Input data START

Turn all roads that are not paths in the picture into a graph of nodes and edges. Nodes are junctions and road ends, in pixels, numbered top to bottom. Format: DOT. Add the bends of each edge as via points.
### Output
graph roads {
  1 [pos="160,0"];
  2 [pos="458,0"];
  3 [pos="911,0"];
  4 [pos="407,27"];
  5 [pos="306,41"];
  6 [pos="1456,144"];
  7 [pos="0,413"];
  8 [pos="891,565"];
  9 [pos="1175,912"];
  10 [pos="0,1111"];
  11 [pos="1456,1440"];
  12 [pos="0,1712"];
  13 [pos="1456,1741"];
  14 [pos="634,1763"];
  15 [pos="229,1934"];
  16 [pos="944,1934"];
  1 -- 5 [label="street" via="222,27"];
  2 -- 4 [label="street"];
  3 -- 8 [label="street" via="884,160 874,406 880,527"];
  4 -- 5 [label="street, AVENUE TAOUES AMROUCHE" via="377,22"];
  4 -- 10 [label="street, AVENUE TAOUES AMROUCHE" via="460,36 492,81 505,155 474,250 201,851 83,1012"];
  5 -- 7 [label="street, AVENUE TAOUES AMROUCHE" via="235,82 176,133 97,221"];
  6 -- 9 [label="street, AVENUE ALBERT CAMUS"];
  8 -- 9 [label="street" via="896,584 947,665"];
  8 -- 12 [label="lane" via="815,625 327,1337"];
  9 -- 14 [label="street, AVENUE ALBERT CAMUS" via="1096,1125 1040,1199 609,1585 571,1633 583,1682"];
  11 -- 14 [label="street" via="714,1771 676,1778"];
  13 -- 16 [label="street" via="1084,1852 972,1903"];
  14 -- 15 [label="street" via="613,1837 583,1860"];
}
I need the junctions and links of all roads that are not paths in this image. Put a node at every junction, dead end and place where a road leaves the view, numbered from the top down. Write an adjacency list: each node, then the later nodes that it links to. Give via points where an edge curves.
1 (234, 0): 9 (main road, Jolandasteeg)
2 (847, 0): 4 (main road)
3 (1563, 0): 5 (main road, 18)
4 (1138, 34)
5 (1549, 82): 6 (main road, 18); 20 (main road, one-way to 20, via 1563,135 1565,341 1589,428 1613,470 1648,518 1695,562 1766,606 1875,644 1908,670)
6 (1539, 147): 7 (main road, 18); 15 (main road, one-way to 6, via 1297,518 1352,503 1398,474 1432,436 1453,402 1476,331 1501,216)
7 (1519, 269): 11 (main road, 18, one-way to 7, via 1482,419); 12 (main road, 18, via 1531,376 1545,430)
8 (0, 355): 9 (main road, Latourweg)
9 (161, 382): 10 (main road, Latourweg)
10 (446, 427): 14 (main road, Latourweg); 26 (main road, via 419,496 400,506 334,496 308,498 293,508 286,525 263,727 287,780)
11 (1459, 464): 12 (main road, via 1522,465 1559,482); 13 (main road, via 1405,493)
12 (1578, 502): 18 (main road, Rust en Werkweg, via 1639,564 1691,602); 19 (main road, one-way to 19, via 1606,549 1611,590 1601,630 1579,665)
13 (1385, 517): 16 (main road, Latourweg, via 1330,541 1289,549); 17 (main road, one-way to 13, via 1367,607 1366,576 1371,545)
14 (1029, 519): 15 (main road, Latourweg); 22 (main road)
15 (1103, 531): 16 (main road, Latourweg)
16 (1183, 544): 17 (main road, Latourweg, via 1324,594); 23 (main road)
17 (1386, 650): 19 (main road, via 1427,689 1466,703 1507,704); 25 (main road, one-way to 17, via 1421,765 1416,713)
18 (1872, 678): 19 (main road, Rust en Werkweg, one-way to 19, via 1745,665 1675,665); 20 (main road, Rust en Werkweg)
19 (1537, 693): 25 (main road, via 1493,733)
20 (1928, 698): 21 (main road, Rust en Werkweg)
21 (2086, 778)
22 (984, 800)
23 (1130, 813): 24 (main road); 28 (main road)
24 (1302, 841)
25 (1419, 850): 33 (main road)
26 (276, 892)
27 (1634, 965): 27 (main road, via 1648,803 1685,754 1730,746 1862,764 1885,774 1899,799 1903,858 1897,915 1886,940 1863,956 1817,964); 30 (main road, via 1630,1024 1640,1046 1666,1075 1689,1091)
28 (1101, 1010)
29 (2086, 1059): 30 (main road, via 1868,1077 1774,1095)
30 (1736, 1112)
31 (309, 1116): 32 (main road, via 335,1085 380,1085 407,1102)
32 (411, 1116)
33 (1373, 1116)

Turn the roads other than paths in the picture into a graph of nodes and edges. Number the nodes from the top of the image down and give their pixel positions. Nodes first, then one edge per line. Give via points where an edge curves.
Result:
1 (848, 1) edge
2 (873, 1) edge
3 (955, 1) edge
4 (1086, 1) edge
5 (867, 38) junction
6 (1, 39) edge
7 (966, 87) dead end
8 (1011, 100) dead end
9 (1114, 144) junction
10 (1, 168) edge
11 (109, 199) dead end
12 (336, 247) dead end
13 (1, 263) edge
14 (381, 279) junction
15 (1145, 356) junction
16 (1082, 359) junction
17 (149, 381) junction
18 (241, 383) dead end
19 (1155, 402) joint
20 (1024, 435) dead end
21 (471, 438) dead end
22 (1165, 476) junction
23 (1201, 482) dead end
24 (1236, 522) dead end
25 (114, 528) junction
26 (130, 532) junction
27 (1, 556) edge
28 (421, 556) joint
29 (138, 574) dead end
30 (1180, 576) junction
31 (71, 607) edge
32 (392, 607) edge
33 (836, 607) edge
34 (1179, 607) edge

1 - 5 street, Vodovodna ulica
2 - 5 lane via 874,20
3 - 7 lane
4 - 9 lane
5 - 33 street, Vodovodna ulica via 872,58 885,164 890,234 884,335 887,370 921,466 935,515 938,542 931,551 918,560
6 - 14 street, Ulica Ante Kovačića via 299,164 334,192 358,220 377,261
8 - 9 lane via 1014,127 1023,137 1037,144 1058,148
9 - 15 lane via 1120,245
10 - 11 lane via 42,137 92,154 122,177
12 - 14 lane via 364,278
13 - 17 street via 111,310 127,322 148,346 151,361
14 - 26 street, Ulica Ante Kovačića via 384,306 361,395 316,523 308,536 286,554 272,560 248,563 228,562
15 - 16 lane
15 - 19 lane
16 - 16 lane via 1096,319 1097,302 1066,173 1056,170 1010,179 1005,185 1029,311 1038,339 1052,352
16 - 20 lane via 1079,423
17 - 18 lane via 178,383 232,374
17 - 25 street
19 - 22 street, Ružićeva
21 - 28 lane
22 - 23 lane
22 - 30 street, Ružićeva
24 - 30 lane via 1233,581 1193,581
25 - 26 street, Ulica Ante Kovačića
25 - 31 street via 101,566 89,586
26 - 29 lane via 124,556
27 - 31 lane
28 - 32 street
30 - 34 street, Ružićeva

Input data END

* [How to complete this task]
List every line from the entries above in which "dead" appears.

* [Solution to the exercise]
I need the junctions and links of all roads that are not paths in this image. Put a node at every junction, dead end and place where a road leaves the view, numbered from the top down. Write an adjacency list: each node, then the later nodes that it links to. Give via points where an edge curves.
7 (966, 87) dead end
8 (1011, 100) dead end
11 (109, 199) dead end
12 (336, 247) dead end
18 (241, 383) dead end
20 (1024, 435) dead end
21 (471, 438) dead end
23 (1201, 482) dead end
24 (1236, 522) dead end
29 (138, 574) dead end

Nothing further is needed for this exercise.